Once installed, you are ready to use icon for building MGT datasets either using the text_machina/src/cli.py or programmatically.

📟 Using the CLI#

The first step is to define a YAML configuration file or a directory tree containing YAML files. Read the etc/examples/learning files to learn how to define configuration using different providers and extractors for different tasks. Take a look to etc/examples/use_cases to see configurations for specific use cases.

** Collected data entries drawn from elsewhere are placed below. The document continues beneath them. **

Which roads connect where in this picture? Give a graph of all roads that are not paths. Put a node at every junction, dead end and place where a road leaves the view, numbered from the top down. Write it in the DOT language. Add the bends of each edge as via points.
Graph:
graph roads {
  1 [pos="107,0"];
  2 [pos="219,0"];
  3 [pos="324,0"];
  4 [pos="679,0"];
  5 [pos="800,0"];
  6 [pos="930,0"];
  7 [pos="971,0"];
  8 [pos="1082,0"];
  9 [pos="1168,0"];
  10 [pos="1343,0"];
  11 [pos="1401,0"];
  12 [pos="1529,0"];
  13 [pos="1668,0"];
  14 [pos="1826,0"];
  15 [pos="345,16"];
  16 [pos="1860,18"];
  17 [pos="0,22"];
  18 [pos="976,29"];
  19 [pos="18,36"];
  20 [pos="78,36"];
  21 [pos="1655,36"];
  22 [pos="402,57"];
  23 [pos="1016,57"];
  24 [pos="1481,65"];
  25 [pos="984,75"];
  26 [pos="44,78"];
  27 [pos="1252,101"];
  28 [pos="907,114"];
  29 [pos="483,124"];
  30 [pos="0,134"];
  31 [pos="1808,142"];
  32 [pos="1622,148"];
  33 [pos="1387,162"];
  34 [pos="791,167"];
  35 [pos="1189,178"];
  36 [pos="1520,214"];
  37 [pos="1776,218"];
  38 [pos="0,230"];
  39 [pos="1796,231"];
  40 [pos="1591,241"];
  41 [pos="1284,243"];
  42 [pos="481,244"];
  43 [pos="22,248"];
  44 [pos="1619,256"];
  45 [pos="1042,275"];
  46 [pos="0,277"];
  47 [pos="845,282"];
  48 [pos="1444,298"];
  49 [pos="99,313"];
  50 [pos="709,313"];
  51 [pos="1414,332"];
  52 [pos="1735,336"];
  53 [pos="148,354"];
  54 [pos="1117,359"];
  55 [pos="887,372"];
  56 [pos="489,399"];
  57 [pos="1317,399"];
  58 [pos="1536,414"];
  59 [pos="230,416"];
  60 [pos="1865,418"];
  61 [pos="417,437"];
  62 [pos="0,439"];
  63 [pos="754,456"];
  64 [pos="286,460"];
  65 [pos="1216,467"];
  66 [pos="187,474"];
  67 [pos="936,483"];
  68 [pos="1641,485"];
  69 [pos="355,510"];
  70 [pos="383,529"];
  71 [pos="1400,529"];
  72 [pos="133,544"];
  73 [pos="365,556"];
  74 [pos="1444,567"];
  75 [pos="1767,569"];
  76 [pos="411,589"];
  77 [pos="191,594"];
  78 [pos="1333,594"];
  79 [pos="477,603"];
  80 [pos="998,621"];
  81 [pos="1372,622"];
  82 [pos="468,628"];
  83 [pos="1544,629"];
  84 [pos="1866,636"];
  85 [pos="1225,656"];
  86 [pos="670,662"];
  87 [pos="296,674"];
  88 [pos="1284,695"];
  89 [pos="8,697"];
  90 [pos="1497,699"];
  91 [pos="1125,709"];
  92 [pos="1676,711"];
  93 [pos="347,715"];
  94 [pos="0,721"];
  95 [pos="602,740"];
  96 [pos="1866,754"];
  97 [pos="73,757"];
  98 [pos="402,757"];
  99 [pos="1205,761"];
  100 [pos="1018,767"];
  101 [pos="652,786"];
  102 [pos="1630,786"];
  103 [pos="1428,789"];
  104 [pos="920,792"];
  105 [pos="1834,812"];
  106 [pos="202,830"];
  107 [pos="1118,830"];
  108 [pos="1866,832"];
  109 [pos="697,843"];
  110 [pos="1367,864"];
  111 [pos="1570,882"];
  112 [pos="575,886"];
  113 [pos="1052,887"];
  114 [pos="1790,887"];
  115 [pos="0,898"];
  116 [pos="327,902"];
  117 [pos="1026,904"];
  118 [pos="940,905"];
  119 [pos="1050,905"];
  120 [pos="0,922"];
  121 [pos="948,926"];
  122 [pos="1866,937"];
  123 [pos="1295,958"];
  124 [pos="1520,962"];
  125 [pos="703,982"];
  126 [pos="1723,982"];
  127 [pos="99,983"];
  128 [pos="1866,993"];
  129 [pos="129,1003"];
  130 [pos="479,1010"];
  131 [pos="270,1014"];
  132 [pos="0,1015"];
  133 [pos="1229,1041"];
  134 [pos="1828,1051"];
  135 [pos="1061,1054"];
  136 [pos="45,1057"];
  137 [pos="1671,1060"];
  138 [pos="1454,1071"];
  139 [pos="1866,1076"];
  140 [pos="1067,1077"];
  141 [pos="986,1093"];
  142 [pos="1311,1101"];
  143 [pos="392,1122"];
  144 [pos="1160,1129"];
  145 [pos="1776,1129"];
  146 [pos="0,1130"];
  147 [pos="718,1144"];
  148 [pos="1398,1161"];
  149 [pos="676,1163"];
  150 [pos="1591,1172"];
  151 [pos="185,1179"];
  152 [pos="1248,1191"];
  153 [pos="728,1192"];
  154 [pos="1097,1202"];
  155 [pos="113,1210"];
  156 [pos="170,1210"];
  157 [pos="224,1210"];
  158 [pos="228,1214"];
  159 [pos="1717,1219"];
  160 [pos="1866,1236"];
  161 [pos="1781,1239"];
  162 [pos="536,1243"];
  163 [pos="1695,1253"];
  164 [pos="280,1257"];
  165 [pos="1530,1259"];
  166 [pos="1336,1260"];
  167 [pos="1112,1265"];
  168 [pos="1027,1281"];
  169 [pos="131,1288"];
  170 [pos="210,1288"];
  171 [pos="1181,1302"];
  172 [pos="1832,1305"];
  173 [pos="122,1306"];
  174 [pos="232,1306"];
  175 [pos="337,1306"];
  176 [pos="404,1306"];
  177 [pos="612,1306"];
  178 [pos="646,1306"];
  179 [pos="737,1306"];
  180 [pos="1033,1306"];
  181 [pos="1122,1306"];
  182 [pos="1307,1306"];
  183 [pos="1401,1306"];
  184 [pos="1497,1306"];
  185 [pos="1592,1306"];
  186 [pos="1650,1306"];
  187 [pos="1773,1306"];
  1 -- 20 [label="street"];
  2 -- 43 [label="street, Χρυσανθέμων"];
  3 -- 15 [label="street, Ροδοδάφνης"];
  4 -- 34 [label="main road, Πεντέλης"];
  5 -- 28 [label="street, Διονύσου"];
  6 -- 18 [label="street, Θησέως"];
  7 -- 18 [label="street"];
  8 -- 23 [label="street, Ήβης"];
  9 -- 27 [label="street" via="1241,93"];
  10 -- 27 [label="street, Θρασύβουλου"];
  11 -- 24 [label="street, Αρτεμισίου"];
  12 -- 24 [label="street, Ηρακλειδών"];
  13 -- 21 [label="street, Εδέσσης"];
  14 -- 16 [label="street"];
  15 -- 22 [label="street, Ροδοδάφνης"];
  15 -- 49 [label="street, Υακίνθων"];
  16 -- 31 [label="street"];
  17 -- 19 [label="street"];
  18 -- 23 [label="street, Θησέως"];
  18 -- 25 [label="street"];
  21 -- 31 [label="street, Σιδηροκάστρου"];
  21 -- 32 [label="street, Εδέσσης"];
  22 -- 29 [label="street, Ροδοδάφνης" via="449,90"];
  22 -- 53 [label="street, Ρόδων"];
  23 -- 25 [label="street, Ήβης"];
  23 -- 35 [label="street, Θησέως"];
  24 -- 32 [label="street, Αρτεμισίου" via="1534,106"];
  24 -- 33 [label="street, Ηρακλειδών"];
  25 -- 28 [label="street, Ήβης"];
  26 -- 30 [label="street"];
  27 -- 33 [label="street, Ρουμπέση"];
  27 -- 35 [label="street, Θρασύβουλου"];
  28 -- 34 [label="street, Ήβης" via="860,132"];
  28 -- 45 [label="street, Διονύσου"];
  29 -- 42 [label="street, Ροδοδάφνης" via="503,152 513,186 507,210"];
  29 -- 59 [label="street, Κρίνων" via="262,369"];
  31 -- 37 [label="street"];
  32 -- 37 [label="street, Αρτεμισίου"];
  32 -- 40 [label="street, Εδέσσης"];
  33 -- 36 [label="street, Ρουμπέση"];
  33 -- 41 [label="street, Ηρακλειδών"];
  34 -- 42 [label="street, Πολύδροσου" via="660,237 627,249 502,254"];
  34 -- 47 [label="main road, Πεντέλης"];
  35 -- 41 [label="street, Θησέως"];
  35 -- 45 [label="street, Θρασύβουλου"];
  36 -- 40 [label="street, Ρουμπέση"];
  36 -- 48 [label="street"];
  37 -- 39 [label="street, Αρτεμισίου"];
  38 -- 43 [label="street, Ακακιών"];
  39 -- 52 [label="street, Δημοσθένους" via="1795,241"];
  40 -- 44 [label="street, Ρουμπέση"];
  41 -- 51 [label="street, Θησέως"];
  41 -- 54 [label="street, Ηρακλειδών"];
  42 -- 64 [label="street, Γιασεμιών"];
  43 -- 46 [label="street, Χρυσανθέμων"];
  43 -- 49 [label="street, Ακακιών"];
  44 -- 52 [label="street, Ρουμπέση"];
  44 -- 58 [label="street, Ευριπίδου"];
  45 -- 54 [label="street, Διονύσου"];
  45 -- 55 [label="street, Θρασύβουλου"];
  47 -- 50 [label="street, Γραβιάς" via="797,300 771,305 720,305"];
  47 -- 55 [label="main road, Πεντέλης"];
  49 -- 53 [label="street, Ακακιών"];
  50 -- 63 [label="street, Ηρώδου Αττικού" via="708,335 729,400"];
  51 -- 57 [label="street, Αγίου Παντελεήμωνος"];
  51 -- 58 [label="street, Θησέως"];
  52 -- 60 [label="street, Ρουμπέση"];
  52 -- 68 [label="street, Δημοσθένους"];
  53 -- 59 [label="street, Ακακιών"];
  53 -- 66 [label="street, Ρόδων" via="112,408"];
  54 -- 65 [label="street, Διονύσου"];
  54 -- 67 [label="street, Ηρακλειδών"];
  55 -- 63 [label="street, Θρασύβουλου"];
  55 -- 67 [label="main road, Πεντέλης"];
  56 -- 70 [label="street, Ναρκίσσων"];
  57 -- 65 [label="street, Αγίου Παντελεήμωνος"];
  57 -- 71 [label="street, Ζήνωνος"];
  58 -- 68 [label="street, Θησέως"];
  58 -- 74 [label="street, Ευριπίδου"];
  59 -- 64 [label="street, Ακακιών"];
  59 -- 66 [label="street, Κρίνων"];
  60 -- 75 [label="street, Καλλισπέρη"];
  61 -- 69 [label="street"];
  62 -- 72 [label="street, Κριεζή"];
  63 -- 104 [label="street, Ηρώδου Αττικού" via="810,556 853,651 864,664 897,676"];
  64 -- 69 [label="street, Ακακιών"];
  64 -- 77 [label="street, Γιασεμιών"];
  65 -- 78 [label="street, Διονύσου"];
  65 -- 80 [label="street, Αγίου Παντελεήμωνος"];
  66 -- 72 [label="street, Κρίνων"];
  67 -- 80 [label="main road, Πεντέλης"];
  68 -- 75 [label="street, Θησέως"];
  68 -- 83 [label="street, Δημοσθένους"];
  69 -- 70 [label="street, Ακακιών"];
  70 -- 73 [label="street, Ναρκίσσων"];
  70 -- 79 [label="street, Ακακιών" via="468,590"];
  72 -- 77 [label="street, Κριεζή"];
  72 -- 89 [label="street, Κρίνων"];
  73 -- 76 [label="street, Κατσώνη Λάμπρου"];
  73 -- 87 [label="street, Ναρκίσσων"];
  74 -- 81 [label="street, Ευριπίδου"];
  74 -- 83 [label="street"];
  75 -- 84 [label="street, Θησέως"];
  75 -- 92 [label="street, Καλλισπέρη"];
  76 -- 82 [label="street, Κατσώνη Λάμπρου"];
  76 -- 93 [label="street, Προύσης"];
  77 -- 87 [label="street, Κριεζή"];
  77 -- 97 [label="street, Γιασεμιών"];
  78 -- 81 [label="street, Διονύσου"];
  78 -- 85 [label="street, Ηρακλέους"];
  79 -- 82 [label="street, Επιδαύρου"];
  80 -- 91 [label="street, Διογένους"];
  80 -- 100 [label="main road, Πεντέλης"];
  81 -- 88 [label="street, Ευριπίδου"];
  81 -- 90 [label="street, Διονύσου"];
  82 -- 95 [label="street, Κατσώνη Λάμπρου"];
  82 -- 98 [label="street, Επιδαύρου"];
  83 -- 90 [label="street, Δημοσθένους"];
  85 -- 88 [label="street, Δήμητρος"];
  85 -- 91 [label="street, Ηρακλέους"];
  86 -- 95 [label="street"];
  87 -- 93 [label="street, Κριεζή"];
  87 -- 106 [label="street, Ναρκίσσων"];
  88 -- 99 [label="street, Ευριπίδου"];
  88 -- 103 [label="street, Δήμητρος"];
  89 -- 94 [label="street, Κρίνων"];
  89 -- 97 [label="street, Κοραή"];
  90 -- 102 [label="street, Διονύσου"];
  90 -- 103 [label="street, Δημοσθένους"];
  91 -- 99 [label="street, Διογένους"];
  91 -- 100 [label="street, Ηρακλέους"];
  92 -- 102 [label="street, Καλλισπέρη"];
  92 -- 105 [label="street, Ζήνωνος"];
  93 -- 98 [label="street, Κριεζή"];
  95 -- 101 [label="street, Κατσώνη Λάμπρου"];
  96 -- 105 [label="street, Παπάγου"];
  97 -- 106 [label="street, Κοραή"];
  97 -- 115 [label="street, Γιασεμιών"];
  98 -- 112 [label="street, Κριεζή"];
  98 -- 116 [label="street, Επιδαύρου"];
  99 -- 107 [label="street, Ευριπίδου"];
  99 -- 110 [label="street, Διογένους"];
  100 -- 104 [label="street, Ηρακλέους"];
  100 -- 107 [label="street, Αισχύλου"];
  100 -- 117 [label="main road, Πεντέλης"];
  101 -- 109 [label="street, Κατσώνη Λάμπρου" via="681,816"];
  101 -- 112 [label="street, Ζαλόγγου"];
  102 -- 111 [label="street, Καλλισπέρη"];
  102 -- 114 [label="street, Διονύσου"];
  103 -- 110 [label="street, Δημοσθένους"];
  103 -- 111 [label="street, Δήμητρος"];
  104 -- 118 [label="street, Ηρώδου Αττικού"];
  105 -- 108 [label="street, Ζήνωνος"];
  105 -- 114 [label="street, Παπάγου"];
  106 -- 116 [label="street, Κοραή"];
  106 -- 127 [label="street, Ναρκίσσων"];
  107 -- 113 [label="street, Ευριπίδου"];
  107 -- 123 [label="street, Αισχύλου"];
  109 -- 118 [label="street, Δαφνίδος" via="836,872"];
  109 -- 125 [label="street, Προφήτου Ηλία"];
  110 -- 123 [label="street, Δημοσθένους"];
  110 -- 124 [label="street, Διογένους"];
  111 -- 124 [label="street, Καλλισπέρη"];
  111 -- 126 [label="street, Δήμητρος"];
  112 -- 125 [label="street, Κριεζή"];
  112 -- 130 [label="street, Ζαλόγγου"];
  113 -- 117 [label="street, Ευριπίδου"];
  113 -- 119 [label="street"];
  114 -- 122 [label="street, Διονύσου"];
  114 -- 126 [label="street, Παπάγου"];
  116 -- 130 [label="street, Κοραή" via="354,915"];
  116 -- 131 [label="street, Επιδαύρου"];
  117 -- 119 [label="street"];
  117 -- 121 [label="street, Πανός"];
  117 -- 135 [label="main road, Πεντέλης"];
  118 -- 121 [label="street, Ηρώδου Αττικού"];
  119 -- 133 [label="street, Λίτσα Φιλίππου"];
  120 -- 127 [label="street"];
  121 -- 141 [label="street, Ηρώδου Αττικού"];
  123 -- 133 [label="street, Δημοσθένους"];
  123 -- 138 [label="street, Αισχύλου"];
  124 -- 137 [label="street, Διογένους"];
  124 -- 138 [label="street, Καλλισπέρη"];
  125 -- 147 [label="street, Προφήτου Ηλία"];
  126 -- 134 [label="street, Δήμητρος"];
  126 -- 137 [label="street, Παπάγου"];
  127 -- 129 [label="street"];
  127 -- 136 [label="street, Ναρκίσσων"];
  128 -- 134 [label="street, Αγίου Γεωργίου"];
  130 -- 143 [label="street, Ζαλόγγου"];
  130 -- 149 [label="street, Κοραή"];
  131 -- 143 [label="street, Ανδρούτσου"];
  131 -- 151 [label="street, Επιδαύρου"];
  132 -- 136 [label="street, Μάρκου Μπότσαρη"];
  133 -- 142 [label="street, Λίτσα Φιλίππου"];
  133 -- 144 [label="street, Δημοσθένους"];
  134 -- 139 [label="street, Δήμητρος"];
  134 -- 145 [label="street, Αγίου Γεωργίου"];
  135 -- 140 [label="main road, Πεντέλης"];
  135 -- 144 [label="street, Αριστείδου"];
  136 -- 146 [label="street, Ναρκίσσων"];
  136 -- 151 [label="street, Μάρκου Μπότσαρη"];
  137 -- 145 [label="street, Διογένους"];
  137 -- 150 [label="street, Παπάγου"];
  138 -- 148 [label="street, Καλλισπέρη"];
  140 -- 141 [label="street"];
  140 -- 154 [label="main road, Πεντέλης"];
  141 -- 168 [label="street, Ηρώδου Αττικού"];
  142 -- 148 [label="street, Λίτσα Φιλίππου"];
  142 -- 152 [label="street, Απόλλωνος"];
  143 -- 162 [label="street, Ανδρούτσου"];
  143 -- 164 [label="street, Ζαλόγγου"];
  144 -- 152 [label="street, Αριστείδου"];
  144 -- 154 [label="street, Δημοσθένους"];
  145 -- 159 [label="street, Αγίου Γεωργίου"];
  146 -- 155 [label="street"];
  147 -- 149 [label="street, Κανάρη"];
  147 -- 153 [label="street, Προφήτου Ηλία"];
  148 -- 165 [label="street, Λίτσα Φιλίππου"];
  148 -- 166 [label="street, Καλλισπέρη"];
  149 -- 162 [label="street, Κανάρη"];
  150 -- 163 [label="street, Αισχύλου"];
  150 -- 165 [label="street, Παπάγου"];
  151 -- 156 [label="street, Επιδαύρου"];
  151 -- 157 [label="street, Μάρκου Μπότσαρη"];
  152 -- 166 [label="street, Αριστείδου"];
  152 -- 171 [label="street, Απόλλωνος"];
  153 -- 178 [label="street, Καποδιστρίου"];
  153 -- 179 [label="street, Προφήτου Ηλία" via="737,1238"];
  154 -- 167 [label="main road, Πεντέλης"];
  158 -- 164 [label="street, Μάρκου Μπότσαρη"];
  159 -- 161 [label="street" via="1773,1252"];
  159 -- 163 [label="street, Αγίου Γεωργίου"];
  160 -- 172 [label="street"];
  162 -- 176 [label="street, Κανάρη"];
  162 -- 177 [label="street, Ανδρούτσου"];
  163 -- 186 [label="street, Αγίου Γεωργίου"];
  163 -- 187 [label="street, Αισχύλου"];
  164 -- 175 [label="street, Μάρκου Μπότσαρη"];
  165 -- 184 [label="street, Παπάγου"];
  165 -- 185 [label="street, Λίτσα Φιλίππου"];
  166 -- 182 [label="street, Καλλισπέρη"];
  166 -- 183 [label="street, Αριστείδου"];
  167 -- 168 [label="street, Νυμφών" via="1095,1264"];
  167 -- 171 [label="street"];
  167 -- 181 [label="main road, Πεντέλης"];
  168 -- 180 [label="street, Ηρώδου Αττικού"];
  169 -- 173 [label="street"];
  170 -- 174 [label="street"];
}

Then, we can call the explore and generate endpoints of icon ‘s CLI. The explore endpoint allows to inspect a small generated dataset using an specific configuration through an interactive interface. For instance, let’s suppose we want to check how an MGT detection dataset generated using XSum news articles and gpt-3.5-turbo-instruct looks like, and compute some metrics:

text-machina explore --config-path etc/examples/xsum_gpt-3-5-turbo-instruct_openai.yaml \
--task-type detection \
--metrics-path etc/metrics.yaml \
--max-generations 10

CLI interface showing generated and human text for detection

Great! Our dataset seems to look great, no artifacts, no biases, and high-quality text using this configuration. Let’s now generate a whole dataset for MGT detection using that config file. The generate endpoint allows you to do that:

text-machina generate --config-path etc/examples/xsum_gpt-3-5-turbo-instruct_openai.yaml \
--task-type detection

A run name will be assigned to your execution and icon will cache results behind the scenes. If your run is interrupted at any point, you can use --run-name <run-name> to recover the progress and continue generating your dataset.

👩‍💻 Programmatically#

You can also use icon programmatically. To do that, instantiate a dataset generator by calling get_generator with a Config object, and run its generate method. The Config object must contain the input, model, and generation configs, together with the task type for which the MGT dataset will be generated. Let’s replicate the previous experiment programmatically:

from text_machina import get_generator
from text_machina import Config, InputConfig, ModelConfig

input_config = InputConfig(
    domain="news",
    language="en",
    quantity=10,
    random_sample_human=True,
    dataset="xsum",
    dataset_text_column="document",
    dataset_params={"split": "test"},
    template=(
        "Write a news article whose summary is '{summary}'"
        "using the entities: {entities}\n\nArticle:"
    ),
    extractor="combined",
    extractors_list=["auxiliary.Auxiliary", "entity_list.EntityList"],
    max_input_tokens=256,
)

model_config = ModelConfig(
    provider="openai",
    model_name="gpt-3.5-turbo-instruct",
    api_type="COMPLETION",
    threads=8,
    max_retries=5,
    timeout=20,
)

generation_config = {"temperature": 0.7, "presence_penalty": 1.0}

config = Config(
    input=input_config,
    model=model_config,
    generation=generation_config,
    task_type="detection",
)
generator = get_generator(config)
dataset = generator.generate()